Fucking damn right^
Great, I get shot with stupid, unfunny memes.
Says you. All you ever post is stupid unfunny and lame attempts at trolling or whining about not having a gf etc etc (yes I know I do that too but my whining about women is not meant to be taken seriously - yours seems to be)
Just fucking shut up and get over it man. You're hardly the first aspie in thee world who can't get laid with attractive women
Barely anyone likes Pentagram mostly due to his shit personality. And bent tooth. Maybe he stopped being an annoying whiny cunt and sorted out his teeth, maybe things would be different.
People bullied him in school because he was such an annoying cunt, I presume.
Yeah, no one cares about the fact that I got emotionally abused and neglected when I was a child, and I was practically isolated from the rest of the world up until age of 17, the same fucking age I finally learned how to tie my shoes, and finding out what this "autism" thing was really all about.

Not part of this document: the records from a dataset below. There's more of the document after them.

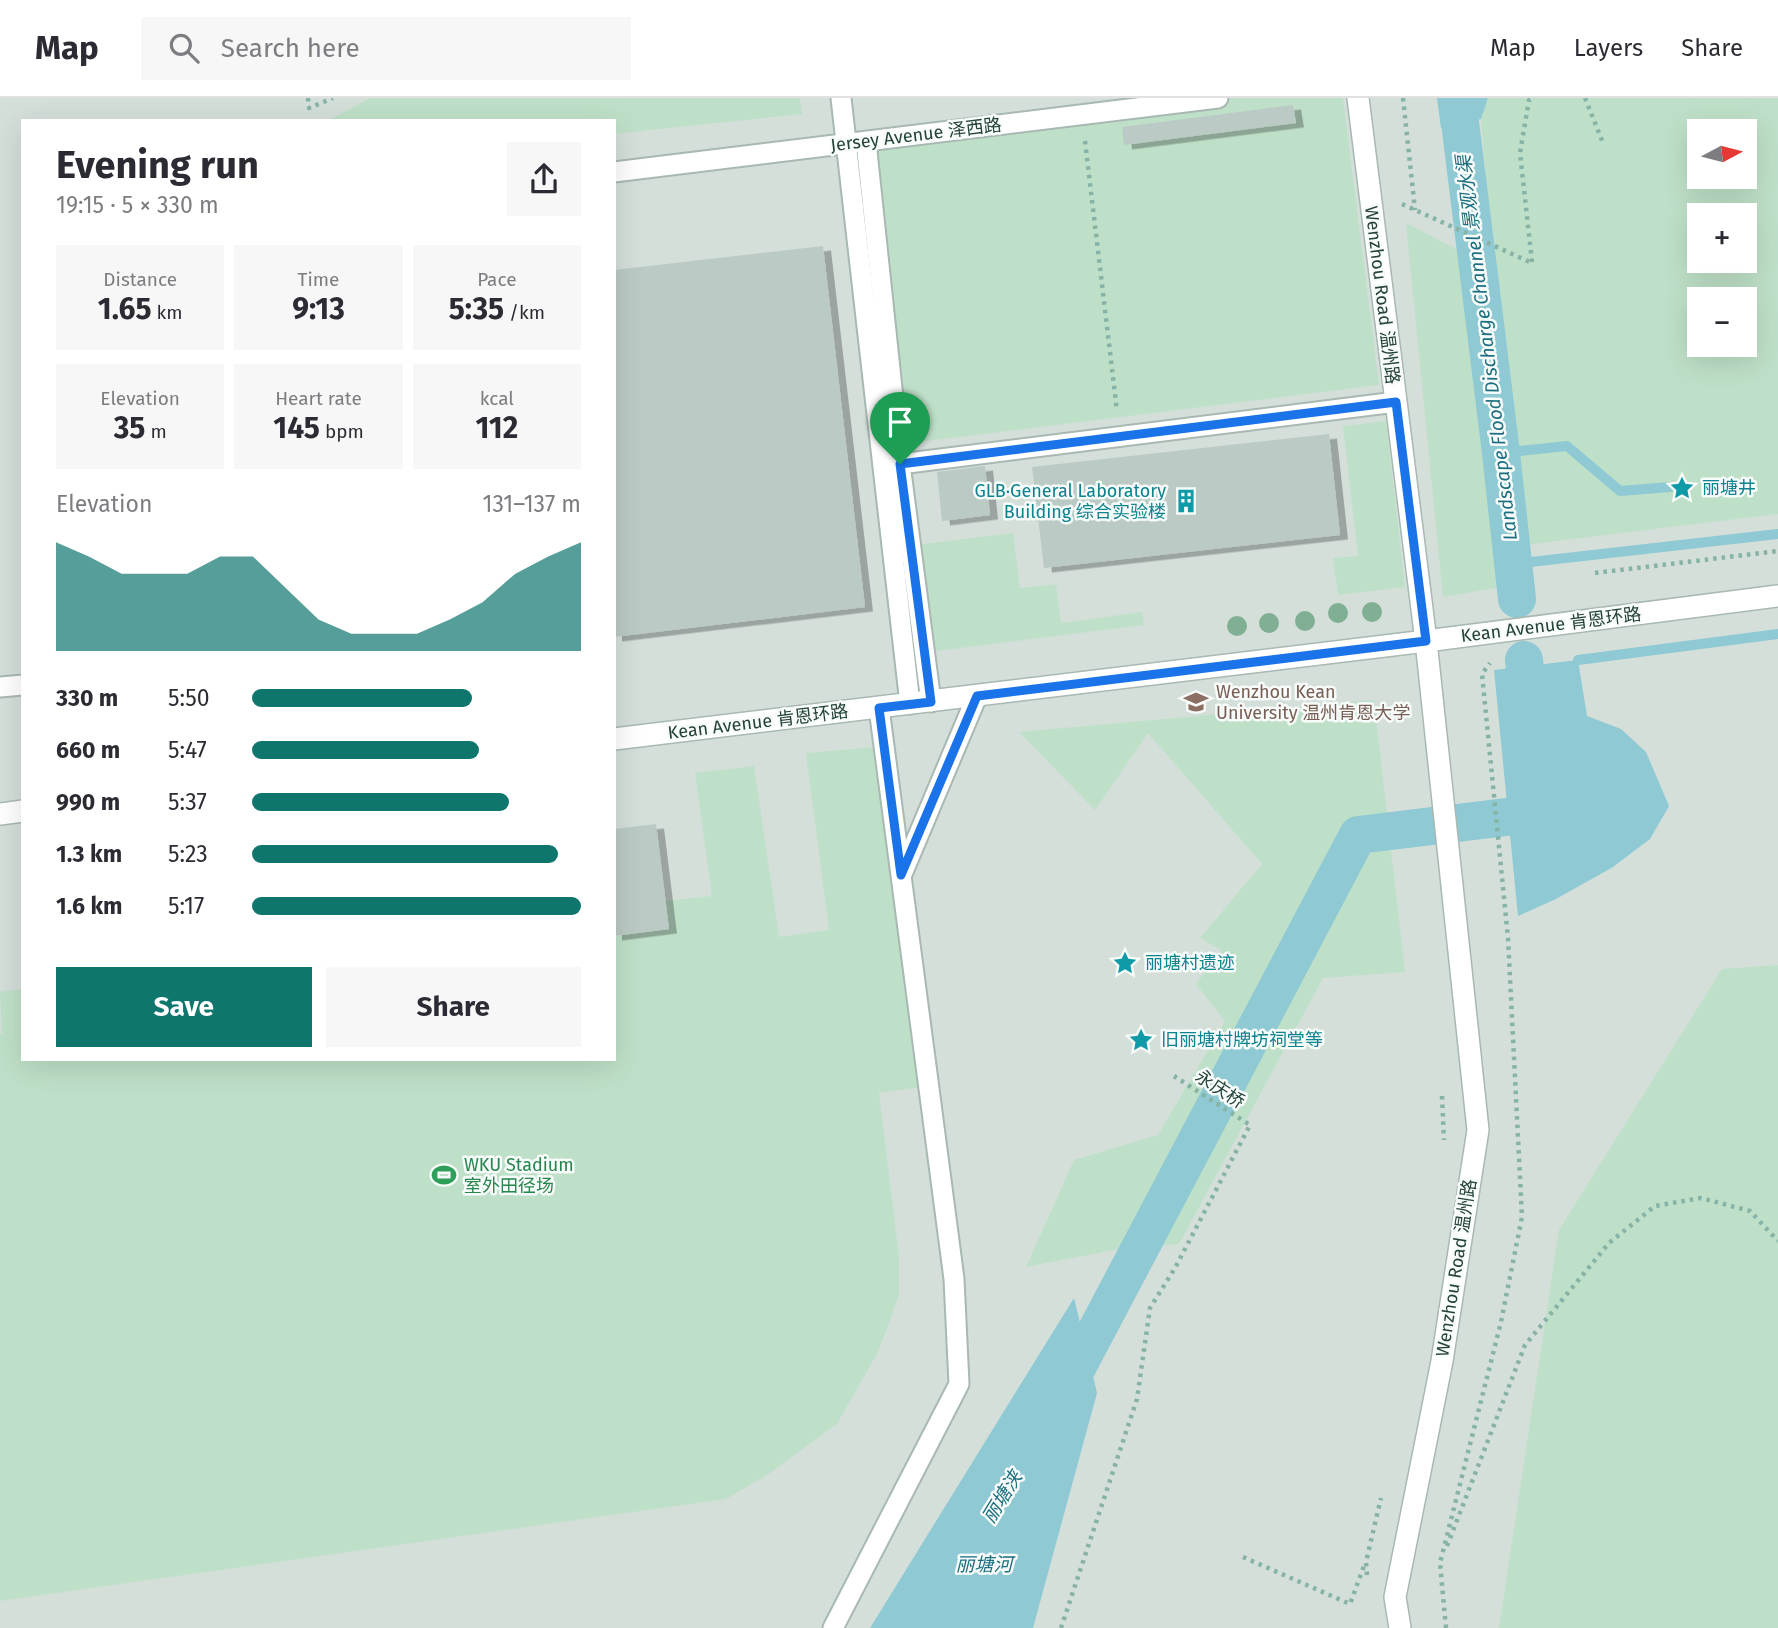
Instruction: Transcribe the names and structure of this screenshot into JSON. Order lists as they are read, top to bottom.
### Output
{
  "streets": {
    "street": ["Wenzhou Road 温州路", "Kean Avenue 肯恩环路"],
    "lane": ["Jersey Avenue 泽西路"],
    "path": ["永庆桥"]
  },
  "crossings": [
    ["Wenzhou Road 温州路", "Kean Avenue 肯恩环路"]
  ],
  "water": ["Landscape Flood Discharge Channel 景观水渠", "丽塘浃", "丽塘河"],
  "places": {
    "place": ["丽塘井", "丽塘村遗迹", "旧丽塘村牌坊祠堂等"],
    "building": ["GLB·General Laboratory Building 综合实验楼"],
    "school or university": ["Wenzhou Kean University 温州肯恩大学"],
    "sports": ["WKU Stadium 室外田径场"]
  },
  "north": "right",
  "page": {
    "header": "Map",
    "search": "Search here",
    "nav": ["Map", "Layers", "Share"],
    "map_buttons": ["+", "−"],
    "heading": ["Evening run", "19:15 · 5 × 330 m"],
    "stats": [
      ["Distance", "1.65 km"],
      ["Time", "9:13"],
      ["Pace", "5:35 /km"],
      ["Elevation", "35 m"],
      ["Heart rate", "145 bpm"],
      ["kcal", "112"]
    ],
    "chart": ["Elevation", "131–137 m"],
    "list": [
      {
        "name": "330 m",
        "note": "5:50"
      },
      {
        "name": "660 m",
        "note": "5:47"
      },
      {
        "name": "990 m",
        "note": "5:37"
      },
      {
        "name": "1.3 km",
        "note": "5:23"
      },
      {
        "name": "1.6 km",
        "note": "5:17"
      }
    ],
    "buttons": ["Save", "Share"]
  }
}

Yes, I was bullied at school, I acted like a total jackass at school, constantly disrupting class, but I didn't know any better and I wanted attention. Even now, I'm still like that, doing just about anything for attention, good or bad, even though I do my best to restrain it IRL. But on the Internet, it's just too tempting to just... I dunno, just act like me, and I just so happen to be a fucking retard who doesn't know shit outside of what I am obsessed with.
It's just GREAT to be "me", you know.
Just some fat, lazy, angry, depressed, immature, pathetic, lonely, autistic, CLUELESS retard who was literally dropped into the Middle Tennessee, USA part of the real world with only a GED and a desktop computer and has little to no motivation to do anything, let alone learn some damn social skills or get some actual interests.
And Shleed, I think the reason that I appear to be hateful on the Internets is because smug little bastards (who has it a lot better than I ever will) like you, dtx, Pikajedi, Sir_Les_Patterson, DFG, and others, constantly roam around and kick me while I am down, laughing at me and my failures, most of which were NOT my fault. Maybe it is my fault. Because I'm not a smug little bastard like yourself, I'm not SWIMMING in good fortune!
And Rage, go screw yourself for de-karma-ing me, you asshole.